2. Feel the feelings that you have access to
Once you have exposed the full truth of your situation to yourself, there will very likely be some (or a lot of) unfelt emotional residue to process.
You may have to sob, or yell, or lie down despondently, or stomp your feet or all of the above. Depending on the depth of the wound, this may take a matter of days, or a matter of years.
One of the most common fears that comes up when you are about to lean into this stage is,
“What if my sadness/anger/resentment/etc. goes on forever?
What if it’s a never ending well of emotion?”
Nothing lasts forever. Your sadness can be transcended. Your anger can be released. Feel your feelings fully, and you will release the stuck energy that has lived in your body for as long as it has.
3. Heal it in relationship with others
Just as all pain is experienced in relationship, it can only be healed in relationship.
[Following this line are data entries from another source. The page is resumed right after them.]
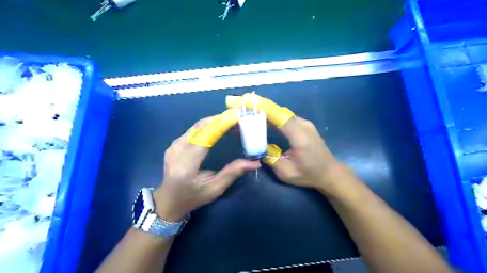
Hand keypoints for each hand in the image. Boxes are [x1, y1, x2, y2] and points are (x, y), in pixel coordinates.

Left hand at [153, 112, 260, 220]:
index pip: (205, 138)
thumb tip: (255, 163)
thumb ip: (233, 173)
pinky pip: (194, 129)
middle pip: (201, 127)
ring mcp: (174, 145)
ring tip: (233, 121)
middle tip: (239, 118)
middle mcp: (177, 151)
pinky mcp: (175, 143)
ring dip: (216, 121)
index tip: (238, 118)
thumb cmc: (193, 197)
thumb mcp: (215, 189)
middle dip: (221, 120)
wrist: (169, 200)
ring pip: (197, 126)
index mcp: (186, 165)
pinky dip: (209, 125)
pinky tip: (219, 126)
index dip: (221, 125)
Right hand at [227, 94, 347, 196]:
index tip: (248, 102)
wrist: (330, 172)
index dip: (264, 108)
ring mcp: (305, 123)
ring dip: (267, 111)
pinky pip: (286, 117)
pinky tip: (263, 118)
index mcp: (299, 136)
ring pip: (282, 113)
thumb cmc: (309, 174)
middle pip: (279, 112)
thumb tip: (254, 148)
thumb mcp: (286, 172)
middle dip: (261, 107)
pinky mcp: (304, 125)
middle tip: (244, 106)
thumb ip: (269, 158)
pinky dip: (274, 116)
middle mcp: (303, 125)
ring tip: (250, 111)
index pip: (279, 117)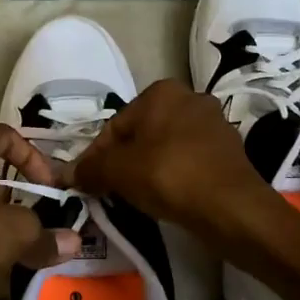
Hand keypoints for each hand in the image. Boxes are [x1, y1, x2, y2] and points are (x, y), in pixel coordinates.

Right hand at [72, 79, 270, 232]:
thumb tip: (67, 174)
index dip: (96, 156)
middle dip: (124, 161)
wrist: (232, 207)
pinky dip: (174, 176)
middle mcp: (190, 98)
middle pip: (141, 134)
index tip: (86, 182)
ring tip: (136, 197)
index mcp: (161, 91)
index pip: (116, 125)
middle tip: (109, 190)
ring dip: (148, 169)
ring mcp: (214, 123)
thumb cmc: (169, 175)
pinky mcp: (229, 151)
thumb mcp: (119, 171)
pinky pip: (188, 161)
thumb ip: (91, 169)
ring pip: (165, 147)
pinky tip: (166, 198)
There is value in processing your thoughts and feelings on your own (embracing quiet, solitude, self-reflection, etc.) eventually you must allow other people to act for mirrors for your healing.
I believe that it is your responsibility to heal it up to the 70% ceiling of healing, that you have access to on your own, and that the last 30% must be healed by using others as mirrors for your process.
It’s one thing to tell yourself that something that you fear about yourself as being un-loveable is actually very love-able (using affirmations or journaling, for example), and it’s another thing entirely to allow yourself to be experienced in the midst of your pain and have another person tell you that you are indeed love-able.
Lean on friends, family members, coaches, therapists, and your community.
Allow yourself to extend to others.
Allow yourself to be seen by others.
Allow yourself to be received by others.
Allow yourself to be loved by others.
And watch your pain, trauma, and shame stories melt away.